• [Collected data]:

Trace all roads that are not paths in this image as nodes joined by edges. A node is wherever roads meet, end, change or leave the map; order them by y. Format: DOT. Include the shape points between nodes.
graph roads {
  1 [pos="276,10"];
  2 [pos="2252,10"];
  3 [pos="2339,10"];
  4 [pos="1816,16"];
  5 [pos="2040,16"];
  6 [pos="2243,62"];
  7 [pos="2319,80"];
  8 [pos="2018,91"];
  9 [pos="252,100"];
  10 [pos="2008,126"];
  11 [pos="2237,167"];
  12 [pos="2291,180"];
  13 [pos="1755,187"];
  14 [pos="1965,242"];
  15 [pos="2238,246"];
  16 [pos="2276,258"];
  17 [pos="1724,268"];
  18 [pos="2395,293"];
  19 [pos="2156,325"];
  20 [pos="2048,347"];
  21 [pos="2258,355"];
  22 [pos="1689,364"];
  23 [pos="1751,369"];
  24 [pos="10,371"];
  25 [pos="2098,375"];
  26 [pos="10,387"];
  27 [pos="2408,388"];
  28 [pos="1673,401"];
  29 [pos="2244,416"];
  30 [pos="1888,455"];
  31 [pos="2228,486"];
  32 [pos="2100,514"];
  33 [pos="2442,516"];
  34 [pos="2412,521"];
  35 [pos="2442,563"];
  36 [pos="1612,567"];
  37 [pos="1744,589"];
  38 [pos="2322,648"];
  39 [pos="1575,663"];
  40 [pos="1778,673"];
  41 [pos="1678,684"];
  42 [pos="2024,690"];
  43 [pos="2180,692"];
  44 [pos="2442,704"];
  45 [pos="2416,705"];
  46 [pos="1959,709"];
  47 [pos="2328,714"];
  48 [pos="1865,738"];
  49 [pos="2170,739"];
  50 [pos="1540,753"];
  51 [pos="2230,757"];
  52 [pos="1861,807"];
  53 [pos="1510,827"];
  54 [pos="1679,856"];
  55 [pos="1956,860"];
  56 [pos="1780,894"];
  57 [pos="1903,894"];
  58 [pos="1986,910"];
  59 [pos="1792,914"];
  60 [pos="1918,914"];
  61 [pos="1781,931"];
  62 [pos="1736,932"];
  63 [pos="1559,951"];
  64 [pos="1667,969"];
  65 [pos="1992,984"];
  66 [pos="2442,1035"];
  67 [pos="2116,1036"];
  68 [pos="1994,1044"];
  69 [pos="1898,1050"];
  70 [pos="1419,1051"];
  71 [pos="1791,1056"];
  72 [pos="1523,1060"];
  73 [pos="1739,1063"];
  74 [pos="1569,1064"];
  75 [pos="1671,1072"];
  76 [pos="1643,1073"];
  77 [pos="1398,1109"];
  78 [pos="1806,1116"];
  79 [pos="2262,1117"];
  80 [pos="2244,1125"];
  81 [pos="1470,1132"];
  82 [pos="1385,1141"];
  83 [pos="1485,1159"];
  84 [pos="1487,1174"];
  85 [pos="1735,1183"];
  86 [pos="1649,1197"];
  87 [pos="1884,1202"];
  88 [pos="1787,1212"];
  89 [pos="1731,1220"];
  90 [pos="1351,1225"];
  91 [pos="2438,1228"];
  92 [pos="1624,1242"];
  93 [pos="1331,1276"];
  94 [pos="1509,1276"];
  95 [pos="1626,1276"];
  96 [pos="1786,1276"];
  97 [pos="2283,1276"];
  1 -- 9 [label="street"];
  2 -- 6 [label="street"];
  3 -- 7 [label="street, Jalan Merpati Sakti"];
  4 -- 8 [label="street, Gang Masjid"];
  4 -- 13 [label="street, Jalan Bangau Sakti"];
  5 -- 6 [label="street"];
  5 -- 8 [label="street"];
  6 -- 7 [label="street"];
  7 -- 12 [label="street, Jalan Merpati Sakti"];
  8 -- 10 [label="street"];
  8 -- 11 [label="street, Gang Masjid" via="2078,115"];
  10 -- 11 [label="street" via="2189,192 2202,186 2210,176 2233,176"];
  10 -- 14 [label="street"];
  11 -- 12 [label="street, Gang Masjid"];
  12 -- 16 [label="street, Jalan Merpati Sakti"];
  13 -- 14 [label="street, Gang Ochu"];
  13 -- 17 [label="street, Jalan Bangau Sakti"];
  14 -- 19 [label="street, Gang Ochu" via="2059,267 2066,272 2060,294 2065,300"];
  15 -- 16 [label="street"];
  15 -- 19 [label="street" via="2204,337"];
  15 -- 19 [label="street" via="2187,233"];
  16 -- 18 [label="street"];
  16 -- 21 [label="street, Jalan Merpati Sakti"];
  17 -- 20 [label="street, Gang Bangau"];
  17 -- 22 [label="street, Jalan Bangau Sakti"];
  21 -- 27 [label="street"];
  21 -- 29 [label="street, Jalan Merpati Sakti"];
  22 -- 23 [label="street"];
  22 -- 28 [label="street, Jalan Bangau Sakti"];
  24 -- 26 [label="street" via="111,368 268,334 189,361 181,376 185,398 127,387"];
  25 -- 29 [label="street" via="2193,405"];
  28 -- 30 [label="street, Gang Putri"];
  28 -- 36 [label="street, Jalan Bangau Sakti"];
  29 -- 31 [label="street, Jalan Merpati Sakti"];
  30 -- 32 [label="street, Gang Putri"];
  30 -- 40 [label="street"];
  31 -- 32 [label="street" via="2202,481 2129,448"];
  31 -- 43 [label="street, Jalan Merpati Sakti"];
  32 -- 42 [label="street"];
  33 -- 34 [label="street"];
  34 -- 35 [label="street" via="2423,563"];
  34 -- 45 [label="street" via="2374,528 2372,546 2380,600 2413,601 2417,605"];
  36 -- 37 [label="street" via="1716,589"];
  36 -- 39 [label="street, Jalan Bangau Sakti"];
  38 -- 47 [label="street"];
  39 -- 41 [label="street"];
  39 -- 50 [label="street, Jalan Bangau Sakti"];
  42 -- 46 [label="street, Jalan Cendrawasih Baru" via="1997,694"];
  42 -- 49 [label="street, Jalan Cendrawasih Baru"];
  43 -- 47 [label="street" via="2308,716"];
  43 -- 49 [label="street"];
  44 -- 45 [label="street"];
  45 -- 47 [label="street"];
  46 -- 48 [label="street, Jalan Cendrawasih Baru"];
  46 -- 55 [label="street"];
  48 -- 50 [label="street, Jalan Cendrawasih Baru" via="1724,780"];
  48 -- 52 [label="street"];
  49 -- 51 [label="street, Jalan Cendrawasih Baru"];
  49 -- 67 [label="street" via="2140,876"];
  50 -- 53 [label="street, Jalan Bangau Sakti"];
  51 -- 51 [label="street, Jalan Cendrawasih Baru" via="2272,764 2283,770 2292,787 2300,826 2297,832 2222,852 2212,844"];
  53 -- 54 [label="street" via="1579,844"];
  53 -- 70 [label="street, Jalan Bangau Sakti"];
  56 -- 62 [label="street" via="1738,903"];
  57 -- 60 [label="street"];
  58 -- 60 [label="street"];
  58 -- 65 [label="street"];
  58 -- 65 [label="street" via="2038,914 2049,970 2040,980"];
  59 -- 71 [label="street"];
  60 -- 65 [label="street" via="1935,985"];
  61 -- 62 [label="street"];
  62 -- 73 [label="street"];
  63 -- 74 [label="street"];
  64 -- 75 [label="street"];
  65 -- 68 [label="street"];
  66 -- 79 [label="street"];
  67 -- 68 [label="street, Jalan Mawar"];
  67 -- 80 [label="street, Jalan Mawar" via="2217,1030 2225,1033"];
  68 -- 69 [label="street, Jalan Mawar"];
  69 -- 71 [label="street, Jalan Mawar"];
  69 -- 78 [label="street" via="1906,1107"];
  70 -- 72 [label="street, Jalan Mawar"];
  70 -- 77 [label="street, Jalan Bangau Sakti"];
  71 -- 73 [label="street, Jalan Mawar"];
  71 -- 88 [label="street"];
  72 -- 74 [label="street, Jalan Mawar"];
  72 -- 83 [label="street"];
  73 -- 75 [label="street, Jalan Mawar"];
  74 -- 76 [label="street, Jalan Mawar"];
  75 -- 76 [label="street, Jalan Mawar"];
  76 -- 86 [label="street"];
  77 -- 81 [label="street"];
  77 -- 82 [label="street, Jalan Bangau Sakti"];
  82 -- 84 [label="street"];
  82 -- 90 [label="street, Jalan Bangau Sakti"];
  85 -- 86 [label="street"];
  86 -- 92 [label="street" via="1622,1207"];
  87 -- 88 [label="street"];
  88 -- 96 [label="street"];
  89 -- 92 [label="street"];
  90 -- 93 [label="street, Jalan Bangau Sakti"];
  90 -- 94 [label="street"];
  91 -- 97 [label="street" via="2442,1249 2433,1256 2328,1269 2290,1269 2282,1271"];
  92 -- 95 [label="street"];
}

• [How to complete this task]: In the entries above, locate every line with the word "Putri" and copy it.

• [Task result]:
  28 -- 30 [label="street, Gang Putri"];
  30 -- 32 [label="street, Gang Putri"];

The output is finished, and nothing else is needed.